Exercise prompt
From the listing below, copy out every line where the word "roads" appears.
Recorded information section start
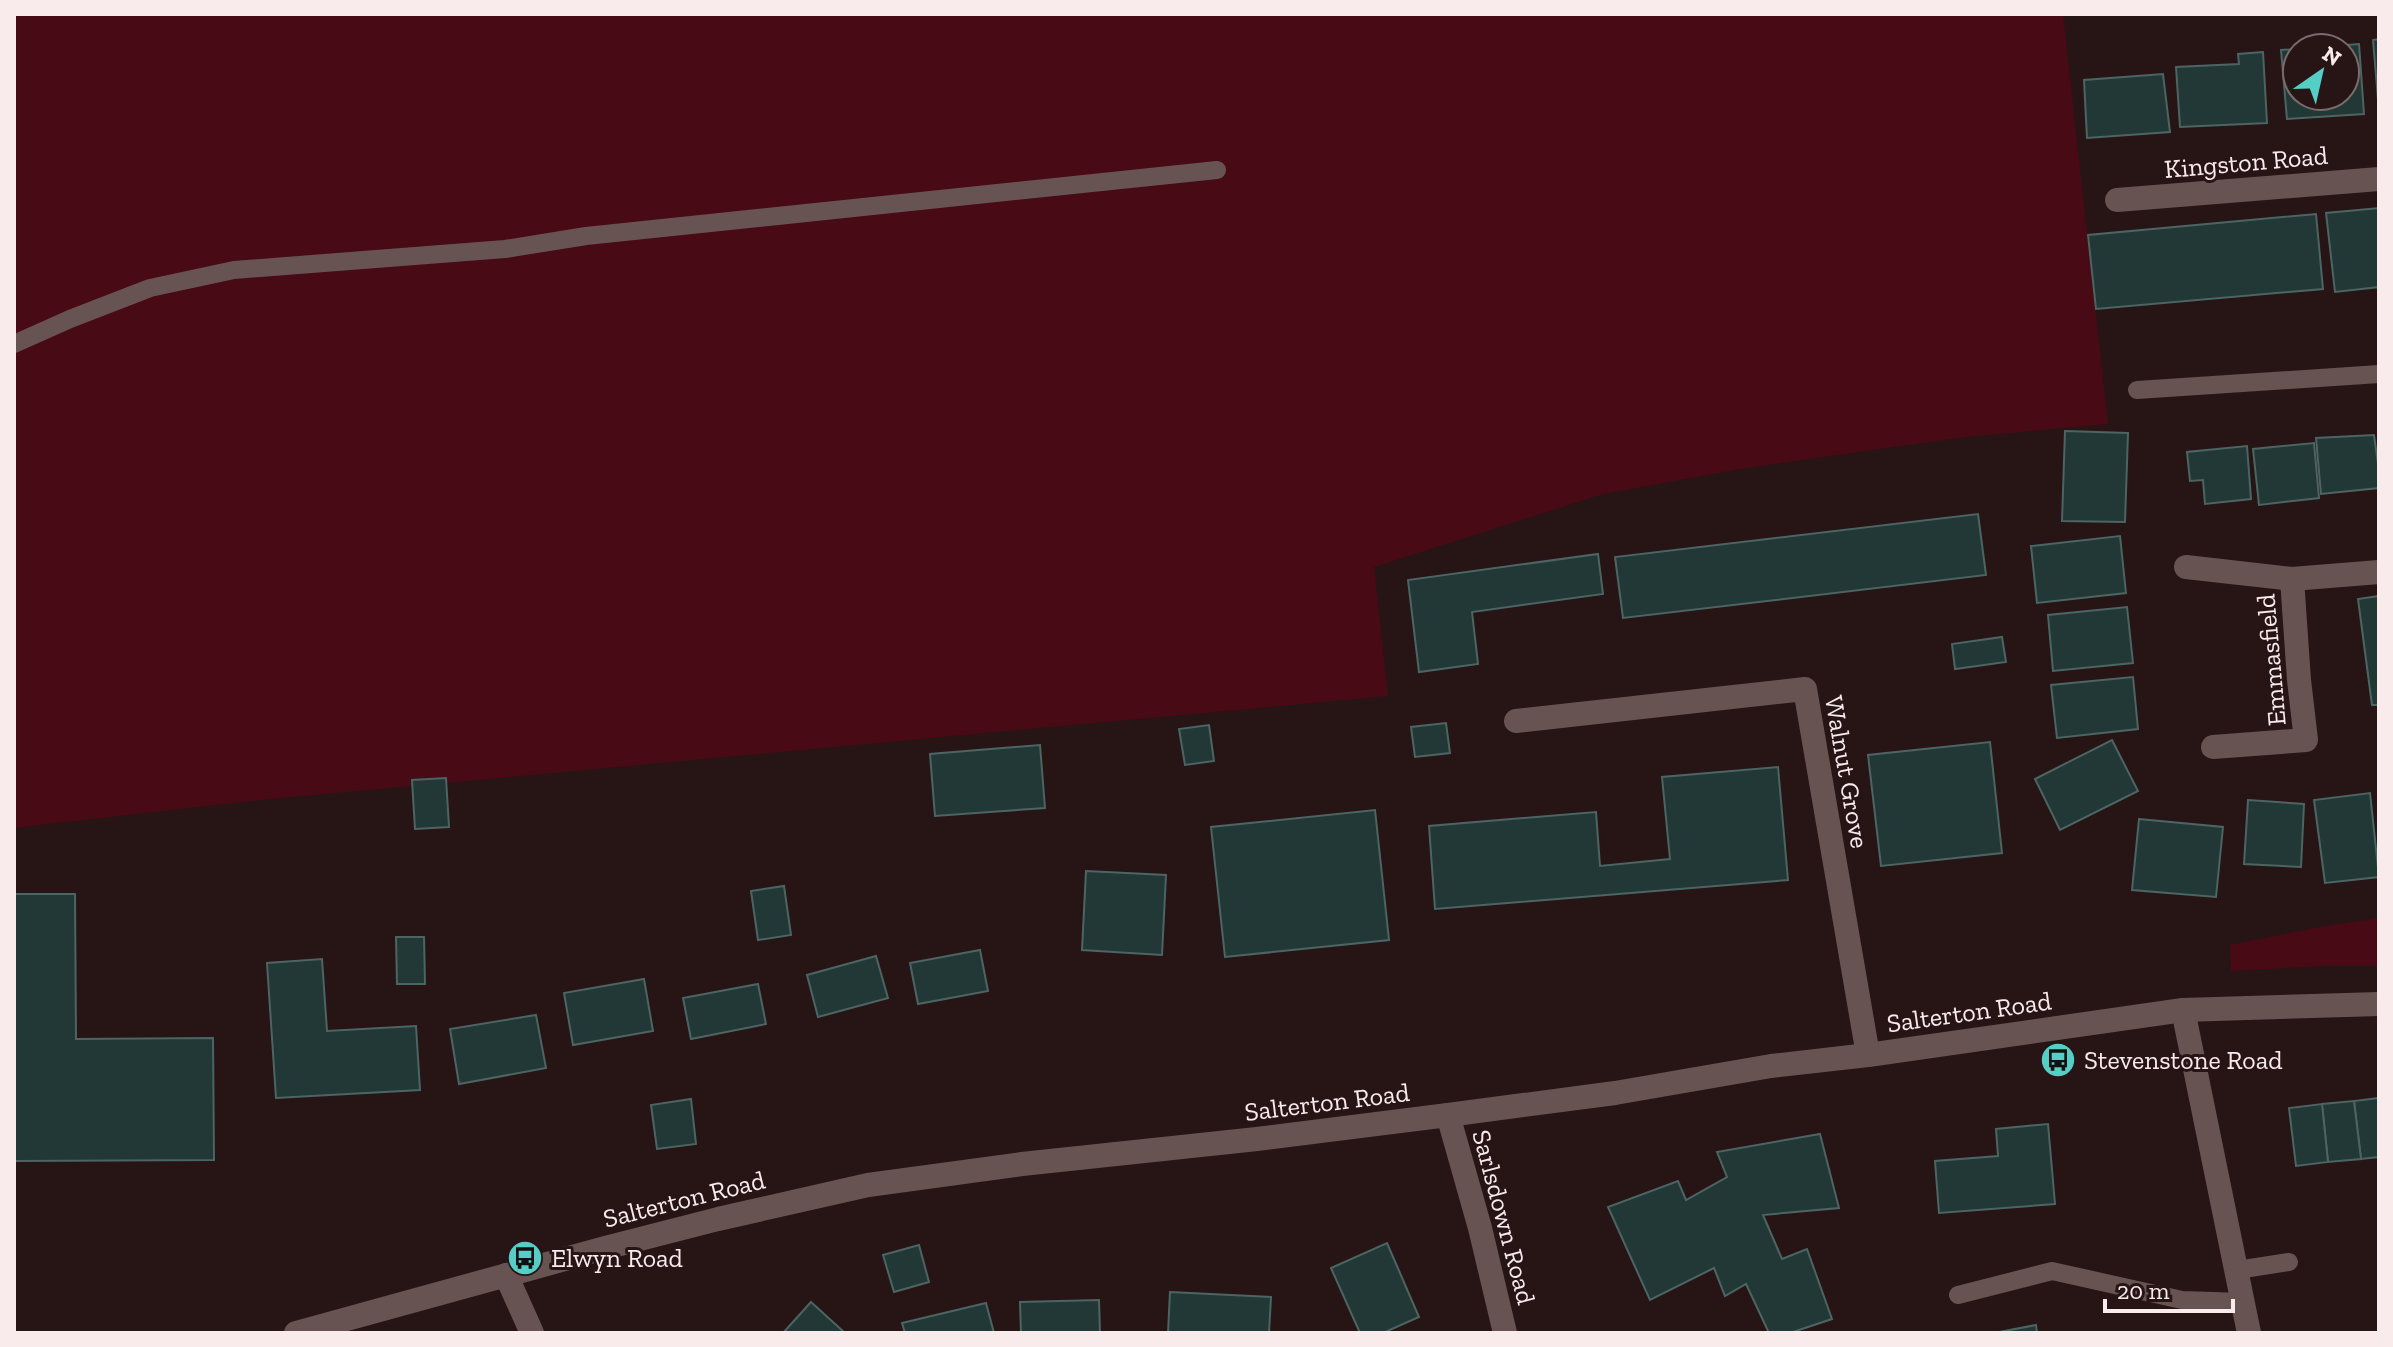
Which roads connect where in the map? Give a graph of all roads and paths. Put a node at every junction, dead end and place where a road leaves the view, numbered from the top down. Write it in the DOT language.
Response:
graph roads {
  1 [pos="1217,170"];
  2 [pos="2379,179"];
  3 [pos="2117,200"];
  4 [pos="14,344"];
  5 [pos="2379,374"];
  6 [pos="2137,390"];
  7 [pos="2186,567"];
  8 [pos="2379,572"];
  9 [pos="2292,579"];
  10 [pos="1516,721"];
  11 [pos="2213,747"];
  12 [pos="2379,1004"];
  13 [pos="2183,1010"];
  14 [pos="1868,1055"];
  15 [pos="1448,1115"];
  16 [pos="2289,1262"];
  17 [pos="2237,1270"];
  18 [pos="506,1275"];
  19 [pos="1958,1295"];
  20 [pos="2244,1302"];
  21 [pos="296,1333"];
  22 [pos="532,1333"];
  23 [pos="1505,1333"];
  24 [pos="2249,1333"];
  1 -- 4 [label="lane"];
  2 -- 3 [label="main road, Kingston Road"];
  5 -- 6 [label="lane"];
  7 -- 9 [label="main road, Emmasfield"];
  8 -- 9 [label="main road, Emmasfield"];
  9 -- 11 [label="main road, Emmasfield"];
  10 -- 14 [label="main road, Walnut Grove"];
  12 -- 13 [label="main road, Salterton Road"];
  13 -- 14 [label="main road, Salterton Road"];
  13 -- 17 [label="main road"];
  14 -- 15 [label="main road, Salterton Road"];
  15 -- 18 [label="main road, Salterton Road"];
  15 -- 23 [label="main road, Sarlsdown Road"];
  16 -- 17 [label="lane"];
  17 -- 20 [label="main road"];
  18 -- 21 [label="main road, Salterton Road"];
  18 -- 22 [label="main road"];
  19 -- 20 [label="lane"];
  20 -- 24 [label="main road"];
}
Recorded information section end
Finished task
Which roads connect where in the map? Give a graph of all roads and paths. Put a node at every junction, dead end and place where a road leaves the view, numbered from the top down. Write it in the DOT language.
graph roads {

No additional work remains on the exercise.